= Task goal =
The expected output is the data itself, duplicated in full.
Material provided Block Start
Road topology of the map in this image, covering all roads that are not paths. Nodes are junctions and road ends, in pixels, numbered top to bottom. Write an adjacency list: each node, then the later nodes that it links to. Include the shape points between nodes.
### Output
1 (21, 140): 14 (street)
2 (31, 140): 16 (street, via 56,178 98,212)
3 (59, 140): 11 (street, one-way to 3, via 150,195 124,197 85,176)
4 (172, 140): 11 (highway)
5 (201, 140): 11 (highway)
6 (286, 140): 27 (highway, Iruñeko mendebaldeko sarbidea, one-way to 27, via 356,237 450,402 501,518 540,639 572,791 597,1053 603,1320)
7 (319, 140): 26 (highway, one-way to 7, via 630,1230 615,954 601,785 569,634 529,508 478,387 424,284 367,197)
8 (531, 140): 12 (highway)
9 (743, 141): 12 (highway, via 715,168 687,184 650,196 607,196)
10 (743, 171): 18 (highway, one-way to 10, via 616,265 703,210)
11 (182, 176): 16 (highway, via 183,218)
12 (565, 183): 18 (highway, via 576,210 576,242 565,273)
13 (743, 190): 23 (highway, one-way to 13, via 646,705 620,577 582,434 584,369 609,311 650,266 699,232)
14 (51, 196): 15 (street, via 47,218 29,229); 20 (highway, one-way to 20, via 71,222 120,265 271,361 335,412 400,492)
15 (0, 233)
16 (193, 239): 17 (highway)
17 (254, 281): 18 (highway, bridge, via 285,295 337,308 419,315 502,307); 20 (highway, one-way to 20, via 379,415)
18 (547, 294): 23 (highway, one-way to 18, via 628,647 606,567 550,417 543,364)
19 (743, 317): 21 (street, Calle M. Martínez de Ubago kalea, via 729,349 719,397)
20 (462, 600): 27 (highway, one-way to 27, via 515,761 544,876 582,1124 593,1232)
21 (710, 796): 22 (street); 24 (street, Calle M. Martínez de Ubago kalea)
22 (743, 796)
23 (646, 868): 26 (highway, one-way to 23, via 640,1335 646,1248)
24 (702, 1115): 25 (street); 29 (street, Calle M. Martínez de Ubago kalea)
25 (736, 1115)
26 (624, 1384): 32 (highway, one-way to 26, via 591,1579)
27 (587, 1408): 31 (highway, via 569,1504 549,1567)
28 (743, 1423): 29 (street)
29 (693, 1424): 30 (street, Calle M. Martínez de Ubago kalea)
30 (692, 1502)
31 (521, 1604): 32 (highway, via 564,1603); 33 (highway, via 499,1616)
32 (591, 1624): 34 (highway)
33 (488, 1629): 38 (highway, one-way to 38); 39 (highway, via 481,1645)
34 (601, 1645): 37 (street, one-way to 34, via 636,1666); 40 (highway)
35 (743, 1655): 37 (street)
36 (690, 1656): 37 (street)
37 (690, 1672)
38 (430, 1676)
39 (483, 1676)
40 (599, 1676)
Material provided Block End
= Solution =
Road topology of the map in this image, covering all roads that are not paths. Nodes are junctions and road ends, in pixels, numbered top to bottom. Write an adjacency list: each node, then the later nodes that it links to. Include the shape points between nodes.
### Output
1 (21, 140): 14 (street)
2 (31, 140): 16 (street, via 56,178 98,212)
3 (59, 140): 11 (street, one-way to 3, via 150,195 124,197 85,176)
4 (172, 140): 11 (highway)
5 (201, 140): 11 (highway)
6 (286, 140): 27 (highway, Iruñeko mendebaldeko sarbidea, one-way to 27, via 356,237 450,402 501,518 540,639 572,791 597,1053 603,1320)
7 (319, 140): 26 (highway, one-way to 7, via 630,1230 615,954 601,785 569,634 529,508 478,387 424,284 367,197)
8 (531, 140): 12 (highway)
9 (743, 141): 12 (highway, via 715,168 687,184 650,196 607,196)
10 (743, 171): 18 (highway, one-way to 10, via 616,265 703,210)
11 (182, 176): 16 (highway, via 183,218)
12 (565, 183): 18 (highway, via 576,210 576,242 565,273)
13 (743, 190): 23 (highway, one-way to 13, via 646,705 620,577 582,434 584,369 609,311 650,266 699,232)
14 (51, 196): 15 (street, via 47,218 29,229); 20 (highway, one-way to 20, via 71,222 120,265 271,361 335,412 400,492)
15 (0, 233)
16 (193, 239): 17 (highway)
17 (254, 281): 18 (highway, bridge, via 285,295 337,308 419,315 502,307); 20 (highway, one-way to 20, via 379,415)
18 (547, 294): 23 (highway, one-way to 18, via 628,647 606,567 550,417 543,364)
19 (743, 317): 21 (street, Calle M. Martínez de Ubago kalea, via 729,349 719,397)
20 (462, 600): 27 (highway, one-way to 27, via 515,761 544,876 582,1124 593,1232)
21 (710, 796): 22 (street); 24 (street, Calle M. Martínez de Ubago kalea)
22 (743, 796)
23 (646, 868): 26 (highway, one-way to 23, via 640,1335 646,1248)
24 (702, 1115): 25 (street); 29 (street, Calle M. Martínez de Ubago kalea)
25 (736, 1115)
26 (624, 1384): 32 (highway, one-way to 26, via 591,1579)
27 (587, 1408): 31 (highway, via 569,1504 549,1567)
28 (743, 1423): 29 (street)
29 (693, 1424): 30 (street, Calle M. Martínez de Ubago kalea)
30 (692, 1502)
31 (521, 1604): 32 (highway, via 564,1603); 33 (highway, via 499,1616)
32 (591, 1624): 34 (highway)
33 (488, 1629): 38 (highway, one-way to 38); 39 (highway, via 481,1645)
34 (601, 1645): 37 (street, one-way to 34, via 636,1666); 40 (highway)
35 (743, 1655): 37 (street)
36 (690, 1656): 37 (street)
37 (690, 1672)
38 (430, 1676)
39 (483, 1676)
40 (599, 1676)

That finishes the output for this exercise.